┌──

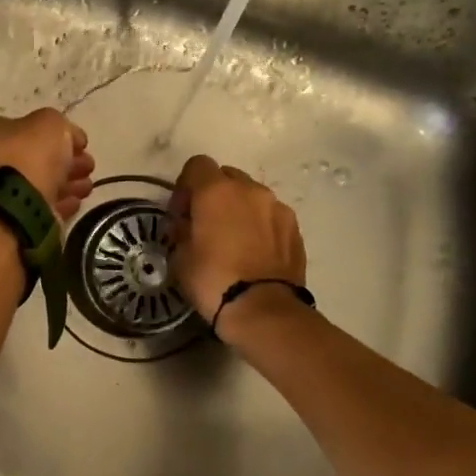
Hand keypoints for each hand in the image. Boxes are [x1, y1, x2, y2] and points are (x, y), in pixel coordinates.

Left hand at [0, 108, 95, 220]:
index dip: (59, 134)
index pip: (29, 128)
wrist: (14, 205)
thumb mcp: (50, 123)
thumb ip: (61, 126)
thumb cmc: (28, 155)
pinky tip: (76, 202)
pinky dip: (60, 203)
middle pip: (37, 157)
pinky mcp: (14, 217)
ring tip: (87, 187)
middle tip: (89, 166)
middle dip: (67, 161)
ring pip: (41, 183)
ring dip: (67, 183)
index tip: (82, 145)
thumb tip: (71, 138)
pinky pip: (41, 206)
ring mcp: (1, 191)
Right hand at [168, 155, 307, 324]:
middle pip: (227, 177)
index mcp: (217, 191)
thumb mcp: (180, 256)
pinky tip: (253, 253)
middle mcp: (250, 190)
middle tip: (205, 225)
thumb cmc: (213, 280)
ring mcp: (277, 207)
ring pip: (251, 196)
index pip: (197, 165)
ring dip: (239, 209)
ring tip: (233, 241)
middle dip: (214, 195)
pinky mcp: (295, 228)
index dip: (185, 186)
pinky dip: (259, 226)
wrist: (263, 310)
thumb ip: (181, 229)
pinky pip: (270, 216)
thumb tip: (186, 224)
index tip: (181, 213)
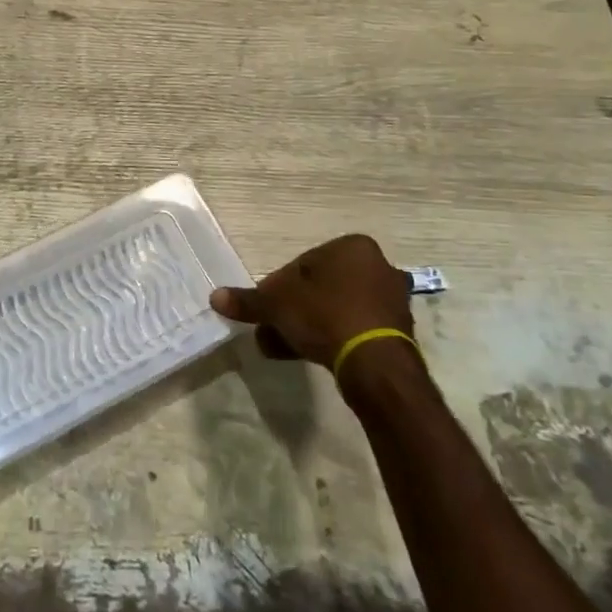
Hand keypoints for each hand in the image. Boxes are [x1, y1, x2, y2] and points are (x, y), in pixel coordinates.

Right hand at [211, 234, 413, 369]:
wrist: (375, 364)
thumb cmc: (325, 316)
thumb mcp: (277, 305)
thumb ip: (248, 300)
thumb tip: (215, 297)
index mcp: (352, 247)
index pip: (302, 263)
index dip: (277, 287)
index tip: (265, 309)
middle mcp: (377, 266)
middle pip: (319, 287)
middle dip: (292, 310)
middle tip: (270, 330)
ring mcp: (390, 300)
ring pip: (334, 309)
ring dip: (307, 326)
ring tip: (281, 348)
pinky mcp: (396, 331)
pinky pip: (353, 328)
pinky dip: (331, 338)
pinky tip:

└──

- WORK REQUIRED:
Reproduce the entire listing exactly, but omit any pictures.

- WRITTEN ANSWER:
Hand keypoints for each hand in the image. Boxes are [x1, y1, x2, y2] and points are (x, y), in pixel coordinates.

Left hand at [0, 108, 95, 220]:
index dip: (59, 134)
index pip: (29, 128)
wrist: (14, 205)
thumb mcp: (50, 123)
thumb ip: (61, 126)
thumb cmc: (28, 155)
pinky tip: (76, 202)
pinky dip: (60, 203)
middle pip: (37, 157)
pinky mcp: (14, 217)
ring tip: (87, 187)
middle tip: (89, 166)
middle dip: (67, 161)
ring pip: (41, 183)
ring dip: (67, 183)
index tip: (82, 145)
thumb tip: (71, 138)
pinky pip: (41, 206)
ring mcp: (1, 191)
Right hand at [168, 155, 307, 324]:
middle pip: (227, 177)
index mcp: (217, 191)
thumb mcp: (180, 256)
pinky tip: (253, 253)
middle mcp: (250, 190)
middle tip: (205, 225)
thumb cmc: (213, 280)
ring mcp: (277, 207)
ring pip: (251, 196)
index pip: (197, 165)
ring dip: (239, 209)
ring tip: (233, 241)
middle dip: (214, 195)
pinky mcp: (295, 228)
index dip: (185, 186)
pinky dip: (259, 226)
wrist: (263, 310)
thumb ip: (181, 229)
pinky pip: (270, 216)
thumb tip: (186, 224)
index tip: (181, 213)
Hand keypoints for each hand in the image. Boxes are [x1, y1, x2, y2] and points are (x, y), in pixel coordinates.

Right hand at [211, 234, 413, 369]:
wrist: (375, 364)
thumb cmc: (325, 316)
thumb mcp: (277, 305)
thumb ip: (248, 300)
thumb tip: (215, 297)
index mcp: (352, 247)
index pip: (302, 263)
index dip: (277, 287)
index tip: (265, 309)
middle mcp: (377, 266)
middle pip: (319, 287)
middle dip: (292, 310)
middle tip: (270, 330)
ring mcp: (390, 300)
ring pip: (334, 309)
ring dip: (307, 326)
ring tip: (281, 348)
pinky mcp: (396, 331)
pinky pip: (353, 328)
pinky dip: (331, 338)
pinky tip:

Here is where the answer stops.